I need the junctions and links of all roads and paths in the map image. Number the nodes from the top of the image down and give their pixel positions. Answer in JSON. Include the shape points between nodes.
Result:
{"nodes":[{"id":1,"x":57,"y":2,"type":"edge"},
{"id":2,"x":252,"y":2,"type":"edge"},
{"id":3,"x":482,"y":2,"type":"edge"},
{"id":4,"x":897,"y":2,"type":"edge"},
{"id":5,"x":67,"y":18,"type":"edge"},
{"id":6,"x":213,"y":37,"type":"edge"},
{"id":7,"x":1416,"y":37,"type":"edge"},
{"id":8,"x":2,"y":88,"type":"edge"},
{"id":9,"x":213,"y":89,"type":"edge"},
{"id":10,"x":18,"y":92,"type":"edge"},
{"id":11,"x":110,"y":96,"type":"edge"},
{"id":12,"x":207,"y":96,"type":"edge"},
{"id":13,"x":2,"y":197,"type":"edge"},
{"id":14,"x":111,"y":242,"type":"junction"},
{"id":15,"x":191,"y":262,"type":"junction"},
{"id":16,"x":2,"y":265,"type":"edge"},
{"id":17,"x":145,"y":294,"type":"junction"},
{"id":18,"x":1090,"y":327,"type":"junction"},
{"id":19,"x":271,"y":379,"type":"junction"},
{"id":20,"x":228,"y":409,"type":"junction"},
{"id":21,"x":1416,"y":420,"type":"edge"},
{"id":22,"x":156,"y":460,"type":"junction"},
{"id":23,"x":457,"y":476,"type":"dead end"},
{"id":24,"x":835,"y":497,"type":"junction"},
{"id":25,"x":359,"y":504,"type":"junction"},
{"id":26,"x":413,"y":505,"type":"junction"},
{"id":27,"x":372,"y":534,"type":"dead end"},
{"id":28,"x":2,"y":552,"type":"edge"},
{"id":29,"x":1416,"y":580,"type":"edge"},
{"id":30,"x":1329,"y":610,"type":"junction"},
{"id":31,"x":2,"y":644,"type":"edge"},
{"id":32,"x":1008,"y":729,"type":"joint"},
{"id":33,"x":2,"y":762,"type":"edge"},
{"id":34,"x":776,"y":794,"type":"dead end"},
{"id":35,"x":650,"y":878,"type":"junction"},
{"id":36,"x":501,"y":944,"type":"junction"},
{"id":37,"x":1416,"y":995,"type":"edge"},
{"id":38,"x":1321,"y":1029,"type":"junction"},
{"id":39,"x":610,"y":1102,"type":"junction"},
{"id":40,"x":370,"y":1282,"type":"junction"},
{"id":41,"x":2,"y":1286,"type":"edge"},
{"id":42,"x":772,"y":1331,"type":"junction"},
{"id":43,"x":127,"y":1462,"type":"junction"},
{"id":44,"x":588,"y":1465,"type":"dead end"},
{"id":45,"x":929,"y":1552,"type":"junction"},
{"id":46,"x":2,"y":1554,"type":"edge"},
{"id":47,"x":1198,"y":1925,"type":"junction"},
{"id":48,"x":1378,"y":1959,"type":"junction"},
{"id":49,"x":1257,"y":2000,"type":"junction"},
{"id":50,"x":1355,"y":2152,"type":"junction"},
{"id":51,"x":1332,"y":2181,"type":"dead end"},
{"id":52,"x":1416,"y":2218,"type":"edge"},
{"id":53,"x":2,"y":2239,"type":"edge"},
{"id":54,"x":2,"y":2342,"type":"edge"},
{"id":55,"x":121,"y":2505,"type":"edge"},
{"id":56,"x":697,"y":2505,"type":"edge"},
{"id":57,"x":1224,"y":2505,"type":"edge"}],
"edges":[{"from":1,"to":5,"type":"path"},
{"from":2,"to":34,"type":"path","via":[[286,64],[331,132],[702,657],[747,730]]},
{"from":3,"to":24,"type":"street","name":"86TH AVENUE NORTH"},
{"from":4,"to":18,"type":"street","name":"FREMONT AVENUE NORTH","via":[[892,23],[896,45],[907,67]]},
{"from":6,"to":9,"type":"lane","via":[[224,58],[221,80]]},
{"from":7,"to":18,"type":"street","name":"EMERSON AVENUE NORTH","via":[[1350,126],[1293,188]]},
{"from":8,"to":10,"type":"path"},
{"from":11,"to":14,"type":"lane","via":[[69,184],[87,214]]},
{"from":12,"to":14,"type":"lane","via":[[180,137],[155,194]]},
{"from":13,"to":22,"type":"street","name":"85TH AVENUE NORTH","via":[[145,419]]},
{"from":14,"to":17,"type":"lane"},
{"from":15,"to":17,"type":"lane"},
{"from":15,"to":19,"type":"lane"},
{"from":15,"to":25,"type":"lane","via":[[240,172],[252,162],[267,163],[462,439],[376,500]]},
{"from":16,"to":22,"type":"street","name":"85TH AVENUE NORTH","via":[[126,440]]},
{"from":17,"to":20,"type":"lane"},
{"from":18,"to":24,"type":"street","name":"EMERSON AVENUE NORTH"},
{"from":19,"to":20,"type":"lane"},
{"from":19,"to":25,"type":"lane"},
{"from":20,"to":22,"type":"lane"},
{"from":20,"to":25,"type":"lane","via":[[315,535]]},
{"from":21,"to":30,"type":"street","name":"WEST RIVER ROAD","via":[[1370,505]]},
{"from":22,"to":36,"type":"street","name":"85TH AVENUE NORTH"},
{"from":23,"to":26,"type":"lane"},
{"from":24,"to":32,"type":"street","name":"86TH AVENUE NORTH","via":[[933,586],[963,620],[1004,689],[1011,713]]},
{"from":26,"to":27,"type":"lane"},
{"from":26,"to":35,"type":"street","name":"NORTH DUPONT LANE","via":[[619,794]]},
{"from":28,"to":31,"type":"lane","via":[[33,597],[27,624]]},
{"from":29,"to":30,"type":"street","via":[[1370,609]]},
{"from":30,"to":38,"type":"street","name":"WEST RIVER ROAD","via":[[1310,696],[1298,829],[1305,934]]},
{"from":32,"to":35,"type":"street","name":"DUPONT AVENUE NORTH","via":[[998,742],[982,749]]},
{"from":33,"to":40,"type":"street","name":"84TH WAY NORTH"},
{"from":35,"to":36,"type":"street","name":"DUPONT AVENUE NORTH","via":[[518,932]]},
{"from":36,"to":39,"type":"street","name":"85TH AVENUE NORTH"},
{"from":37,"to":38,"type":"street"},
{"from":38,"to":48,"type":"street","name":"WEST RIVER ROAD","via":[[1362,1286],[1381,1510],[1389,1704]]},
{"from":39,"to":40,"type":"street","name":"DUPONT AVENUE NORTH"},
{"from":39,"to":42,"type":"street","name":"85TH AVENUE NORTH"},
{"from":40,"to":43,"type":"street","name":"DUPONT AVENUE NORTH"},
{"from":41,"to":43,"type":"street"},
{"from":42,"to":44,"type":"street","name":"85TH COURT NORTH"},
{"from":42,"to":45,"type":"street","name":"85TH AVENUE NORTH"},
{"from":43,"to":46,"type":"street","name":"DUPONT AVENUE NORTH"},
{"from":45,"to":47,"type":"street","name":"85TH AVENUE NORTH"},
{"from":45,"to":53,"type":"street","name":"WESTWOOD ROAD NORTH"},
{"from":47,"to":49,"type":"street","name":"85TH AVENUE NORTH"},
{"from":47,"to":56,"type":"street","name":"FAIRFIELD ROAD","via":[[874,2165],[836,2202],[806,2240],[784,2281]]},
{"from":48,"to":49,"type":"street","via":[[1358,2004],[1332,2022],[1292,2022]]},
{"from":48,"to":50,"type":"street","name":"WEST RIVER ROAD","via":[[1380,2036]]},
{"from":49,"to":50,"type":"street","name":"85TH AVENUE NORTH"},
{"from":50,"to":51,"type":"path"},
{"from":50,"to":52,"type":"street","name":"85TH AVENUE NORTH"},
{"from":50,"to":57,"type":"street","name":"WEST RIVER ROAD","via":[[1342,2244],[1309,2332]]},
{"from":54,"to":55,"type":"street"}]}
========
Problem to solve:
The whole listing above should be copied out exactly.

Worked solution:
I need the junctions and links of all roads and paths in the map image. Number the nodes from the top of the image down and give their pixel positions. Answer in JSON. Include the shape points between nodes.
Result:
{"nodes":[{"id":1,"x":57,"y":2,"type":"edge"},
{"id":2,"x":252,"y":2,"type":"edge"},
{"id":3,"x":482,"y":2,"type":"edge"},
{"id":4,"x":897,"y":2,"type":"edge"},
{"id":5,"x":67,"y":18,"type":"edge"},
{"id":6,"x":213,"y":37,"type":"edge"},
{"id":7,"x":1416,"y":37,"type":"edge"},
{"id":8,"x":2,"y":88,"type":"edge"},
{"id":9,"x":213,"y":89,"type":"edge"},
{"id":10,"x":18,"y":92,"type":"edge"},
{"id":11,"x":110,"y":96,"type":"edge"},
{"id":12,"x":207,"y":96,"type":"edge"},
{"id":13,"x":2,"y":197,"type":"edge"},
{"id":14,"x":111,"y":242,"type":"junction"},
{"id":15,"x":191,"y":262,"type":"junction"},
{"id":16,"x":2,"y":265,"type":"edge"},
{"id":17,"x":145,"y":294,"type":"junction"},
{"id":18,"x":1090,"y":327,"type":"junction"},
{"id":19,"x":271,"y":379,"type":"junction"},
{"id":20,"x":228,"y":409,"type":"junction"},
{"id":21,"x":1416,"y":420,"type":"edge"},
{"id":22,"x":156,"y":460,"type":"junction"},
{"id":23,"x":457,"y":476,"type":"dead end"},
{"id":24,"x":835,"y":497,"type":"junction"},
{"id":25,"x":359,"y":504,"type":"junction"},
{"id":26,"x":413,"y":505,"type":"junction"},
{"id":27,"x":372,"y":534,"type":"dead end"},
{"id":28,"x":2,"y":552,"type":"edge"},
{"id":29,"x":1416,"y":580,"type":"edge"},
{"id":30,"x":1329,"y":610,"type":"junction"},
{"id":31,"x":2,"y":644,"type":"edge"},
{"id":32,"x":1008,"y":729,"type":"joint"},
{"id":33,"x":2,"y":762,"type":"edge"},
{"id":34,"x":776,"y":794,"type":"dead end"},
{"id":35,"x":650,"y":878,"type":"junction"},
{"id":36,"x":501,"y":944,"type":"junction"},
{"id":37,"x":1416,"y":995,"type":"edge"},
{"id":38,"x":1321,"y":1029,"type":"junction"},
{"id":39,"x":610,"y":1102,"type":"junction"},
{"id":40,"x":370,"y":1282,"type":"junction"},
{"id":41,"x":2,"y":1286,"type":"edge"},
{"id":42,"x":772,"y":1331,"type":"junction"},
{"id":43,"x":127,"y":1462,"type":"junction"},
{"id":44,"x":588,"y":1465,"type":"dead end"},
{"id":45,"x":929,"y":1552,"type":"junction"},
{"id":46,"x":2,"y":1554,"type":"edge"},
{"id":47,"x":1198,"y":1925,"type":"junction"},
{"id":48,"x":1378,"y":1959,"type":"junction"},
{"id":49,"x":1257,"y":2000,"type":"junction"},
{"id":50,"x":1355,"y":2152,"type":"junction"},
{"id":51,"x":1332,"y":2181,"type":"dead end"},
{"id":52,"x":1416,"y":2218,"type":"edge"},
{"id":53,"x":2,"y":2239,"type":"edge"},
{"id":54,"x":2,"y":2342,"type":"edge"},
{"id":55,"x":121,"y":2505,"type":"edge"},
{"id":56,"x":697,"y":2505,"type":"edge"},
{"id":57,"x":1224,"y":2505,"type":"edge"}],
"edges":[{"from":1,"to":5,"type":"path"},
{"from":2,"to":34,"type":"path","via":[[286,64],[331,132],[702,657],[747,730]]},
{"from":3,"to":24,"type":"street","name":"86TH AVENUE NORTH"},
{"from":4,"to":18,"type":"street","name":"FREMONT AVENUE NORTH","via":[[892,23],[896,45],[907,67]]},
{"from":6,"to":9,"type":"lane","via":[[224,58],[221,80]]},
{"from":7,"to":18,"type":"street","name":"EMERSON AVENUE NORTH","via":[[1350,126],[1293,188]]},
{"from":8,"to":10,"type":"path"},
{"from":11,"to":14,"type":"lane","via":[[69,184],[87,214]]},
{"from":12,"to":14,"type":"lane","via":[[180,137],[155,194]]},
{"from":13,"to":22,"type":"street","name":"85TH AVENUE NORTH","via":[[145,419]]},
{"from":14,"to":17,"type":"lane"},
{"from":15,"to":17,"type":"lane"},
{"from":15,"to":19,"type":"lane"},
{"from":15,"to":25,"type":"lane","via":[[240,172],[252,162],[267,163],[462,439],[376,500]]},
{"from":16,"to":22,"type":"street","name":"85TH AVENUE NORTH","via":[[126,440]]},
{"from":17,"to":20,"type":"lane"},
{"from":18,"to":24,"type":"street","name":"EMERSON AVENUE NORTH"},
{"from":19,"to":20,"type":"lane"},
{"from":19,"to":25,"type":"lane"},
{"from":20,"to":22,"type":"lane"},
{"from":20,"to":25,"type":"lane","via":[[315,535]]},
{"from":21,"to":30,"type":"street","name":"WEST RIVER ROAD","via":[[1370,505]]},
{"from":22,"to":36,"type":"street","name":"85TH AVENUE NORTH"},
{"from":23,"to":26,"type":"lane"},
{"from":24,"to":32,"type":"street","name":"86TH AVENUE NORTH","via":[[933,586],[963,620],[1004,689],[1011,713]]},
{"from":26,"to":27,"type":"lane"},
{"from":26,"to":35,"type":"street","name":"NORTH DUPONT LANE","via":[[619,794]]},
{"from":28,"to":31,"type":"lane","via":[[33,597],[27,624]]},
{"from":29,"to":30,"type":"street","via":[[1370,609]]},
{"from":30,"to":38,"type":"street","name":"WEST RIVER ROAD","via":[[1310,696],[1298,829],[1305,934]]},
{"from":32,"to":35,"type":"street","name":"DUPONT AVENUE NORTH","via":[[998,742],[982,749]]},
{"from":33,"to":40,"type":"street","name":"84TH WAY NORTH"},
{"from":35,"to":36,"type":"street","name":"DUPONT AVENUE NORTH","via":[[518,932]]},
{"from":36,"to":39,"type":"street","name":"85TH AVENUE NORTH"},
{"from":37,"to":38,"type":"street"},
{"from":38,"to":48,"type":"street","name":"WEST RIVER ROAD","via":[[1362,1286],[1381,1510],[1389,1704]]},
{"from":39,"to":40,"type":"street","name":"DUPONT AVENUE NORTH"},
{"from":39,"to":42,"type":"street","name":"85TH AVENUE NORTH"},
{"from":40,"to":43,"type":"street","name":"DUPONT AVENUE NORTH"},
{"from":41,"to":43,"type":"street"},
{"from":42,"to":44,"type":"street","name":"85TH COURT NORTH"},
{"from":42,"to":45,"type":"street","name":"85TH AVENUE NORTH"},
{"from":43,"to":46,"type":"street","name":"DUPONT AVENUE NORTH"},
{"from":45,"to":47,"type":"street","name":"85TH AVENUE NORTH"},
{"from":45,"to":53,"type":"street","name":"WESTWOOD ROAD NORTH"},
{"from":47,"to":49,"type":"street","name":"85TH AVENUE NORTH"},
{"from":47,"to":56,"type":"street","name":"FAIRFIELD ROAD","via":[[874,2165],[836,2202],[806,2240],[784,2281]]},
{"from":48,"to":49,"type":"street","via":[[1358,2004],[1332,2022],[1292,2022]]},
{"from":48,"to":50,"type":"street","name":"WEST RIVER ROAD","via":[[1380,2036]]},
{"from":49,"to":50,"type":"street","name":"85TH AVENUE NORTH"},
{"from":50,"to":51,"type":"path"},
{"from":50,"to":52,"type":"street","name":"85TH AVENUE NORTH"},
{"from":50,"to":57,"type":"street","name":"WEST RIVER ROAD","via":[[1342,2244],[1309,2332]]},
{"from":54,"to":55,"type":"street"}]}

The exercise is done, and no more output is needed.